Sunday, October 27, 2019

Grand Adventure Day 3: Retrace

Terry and I met up Saturday morning at Shibuya station then took the trains to Hiyoshi to meet up with whoever was free to hang out during the day. At Hiyoshi station, we found Ricarda, Austin, Ben C., Jane, Linda, Sulu and David near the Gintama, the large silver ball. You know, this one

There's no way I could climb that now
So many things looked the same. We grabbed food at the closest Lawson and decided to have a picnic at the bleachers at the Keio Hiyoshi campus track. Even though it was Saturday, there were still a bunch of kids around (I'm thirty-one, those youngsters still in college are "kids"), either practicing or just hanging out as well. Eventually, with the sun beating down on us, we moved into the shade, and then we started our trek to revisit the old dorm. Thinking back, I should've gotten a picture of those damn stairs as it's one of the few things that I really remember about the Hiyoshi campus as the only times I was ever there 10 years ago was to walk through it to get to the Hiyoshi station.
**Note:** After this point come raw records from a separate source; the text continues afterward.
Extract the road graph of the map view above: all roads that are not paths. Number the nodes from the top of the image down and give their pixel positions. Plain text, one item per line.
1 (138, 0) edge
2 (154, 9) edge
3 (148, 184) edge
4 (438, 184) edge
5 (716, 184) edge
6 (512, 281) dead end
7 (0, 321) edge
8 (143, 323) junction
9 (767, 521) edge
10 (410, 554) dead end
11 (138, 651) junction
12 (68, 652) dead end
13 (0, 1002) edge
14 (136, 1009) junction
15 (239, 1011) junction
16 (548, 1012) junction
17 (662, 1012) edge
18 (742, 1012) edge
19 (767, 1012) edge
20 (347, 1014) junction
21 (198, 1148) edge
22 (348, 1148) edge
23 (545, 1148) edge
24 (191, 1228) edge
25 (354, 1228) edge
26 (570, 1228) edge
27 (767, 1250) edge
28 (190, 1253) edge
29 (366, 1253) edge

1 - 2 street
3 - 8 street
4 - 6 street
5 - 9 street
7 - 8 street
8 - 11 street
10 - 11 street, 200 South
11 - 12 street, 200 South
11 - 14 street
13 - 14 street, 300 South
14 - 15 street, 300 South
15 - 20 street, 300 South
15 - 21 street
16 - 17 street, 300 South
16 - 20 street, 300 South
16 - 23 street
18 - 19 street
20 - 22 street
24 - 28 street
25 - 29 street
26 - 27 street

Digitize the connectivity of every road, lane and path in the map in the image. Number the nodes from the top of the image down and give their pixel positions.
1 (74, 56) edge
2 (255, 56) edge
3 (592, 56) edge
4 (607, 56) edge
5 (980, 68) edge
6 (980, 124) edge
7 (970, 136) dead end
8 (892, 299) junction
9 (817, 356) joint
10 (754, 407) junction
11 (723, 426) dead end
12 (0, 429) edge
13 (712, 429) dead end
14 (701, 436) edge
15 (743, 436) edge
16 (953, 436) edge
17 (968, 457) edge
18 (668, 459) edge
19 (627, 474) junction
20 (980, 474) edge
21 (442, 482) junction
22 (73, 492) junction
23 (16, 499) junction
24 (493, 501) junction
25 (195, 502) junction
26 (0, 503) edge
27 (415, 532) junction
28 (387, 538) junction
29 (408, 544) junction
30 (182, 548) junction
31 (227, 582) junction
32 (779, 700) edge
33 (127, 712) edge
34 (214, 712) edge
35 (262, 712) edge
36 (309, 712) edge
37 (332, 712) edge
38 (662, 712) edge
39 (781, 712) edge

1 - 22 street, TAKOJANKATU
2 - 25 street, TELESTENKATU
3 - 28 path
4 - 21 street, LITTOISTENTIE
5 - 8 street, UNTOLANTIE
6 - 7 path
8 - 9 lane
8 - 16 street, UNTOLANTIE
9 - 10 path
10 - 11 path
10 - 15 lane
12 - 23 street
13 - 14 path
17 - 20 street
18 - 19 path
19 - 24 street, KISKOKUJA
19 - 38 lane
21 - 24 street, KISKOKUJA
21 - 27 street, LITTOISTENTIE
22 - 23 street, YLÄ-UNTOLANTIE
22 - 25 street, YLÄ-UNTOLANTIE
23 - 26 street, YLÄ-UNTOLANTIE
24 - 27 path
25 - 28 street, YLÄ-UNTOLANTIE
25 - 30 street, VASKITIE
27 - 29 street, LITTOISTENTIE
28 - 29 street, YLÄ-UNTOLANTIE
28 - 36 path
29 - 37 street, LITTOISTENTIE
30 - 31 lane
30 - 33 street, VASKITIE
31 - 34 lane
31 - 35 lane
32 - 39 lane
Just before we got there, I stopped for a second to get a picture of Yagami River. After all, I spent a lot of time down there when I was really trying to write seriously. I did debate for a bit about actually going down to the waterside for the nostalgia of it, but it didn't look like they were taking care of my spot with the overgrowth of weeds.


Outside, Plume IS looked the same except that the old ash tray is gone. I was content to look at it from the outside, happy that I'd made the choice to study abroad 10 years ago and that I got my 2nd choice of dorm. Seeing a bunch of foreigners standing outside his house, an older man came outside to, I guess, check to see what we were doing. Someone explained to the new caretaker that we were all together for a reunion and the caretaker invited us inside. Obviously, he confined us to the first-floor lounge but that was still more than I thought we'd get, mostly because I don't think there's a chance in hell that the old caretaker would've let us in (he .... uh... didn't like us toward the end). I would've liked to know if the weird smell was still lingering around the washing machine in my room, but you can't get everything.

taken by the caretaker
The couches and the TV where I spent almost every single night had changed. The vending machine was surprisingly still there. The new caretaker talked with, well let's face it, with everyone else while I stood there like a smiling moron, trying to pick up a word here and there. No, I learned nothing the last time I was here and still haven't learned anything. I did pick up that our year had become a story of legend as he brought up the "firework incident" (at least I'm 90% sure since he mentioned the word "Hanabi"): that night when the cops were called due to some dumb kids launching fireworks at Yagami River coincidentally after we were banned from the lounge after 10pm. I think someone translated later to me that there was actually a log of it in this book he inherited, some sort of incident report I guess.

Afterwards we began the hike to Shin-Kawasaki station. How I managed to walk from the dorm to the station everyday uphill to go to school is a feat I'll never replicate. Back in college, I would skip class if it was slightly drizzling, even if I was already on campus. If you told me that I'd have to do something like this now to get to work, I'd probably quit and find another job. Everything outside the station looked different but inside it still looked vaguely familiar. Also, Terry, I know I said I'd wear the hat because it's funny, but I couldn't. I was too afraid it would make people start talking to me. It is however, sitting next to my desk at work (I look at it and try to figure out why I ever came back from vacation). From Shin-Kawasaki, we rode the train to ... honestly, I have no idea. I want to say Tamachi, but that's probably wrong and possibly not even a real place. Either way, we walked from the station to the Keio Mita campus and then walked more around the campus. I plan before every vacation to start walking more since I'm typically going to be traveling on foot but I never do. This would've been one of those times I shouldn't have neglected the training since I was exhausted afterwards.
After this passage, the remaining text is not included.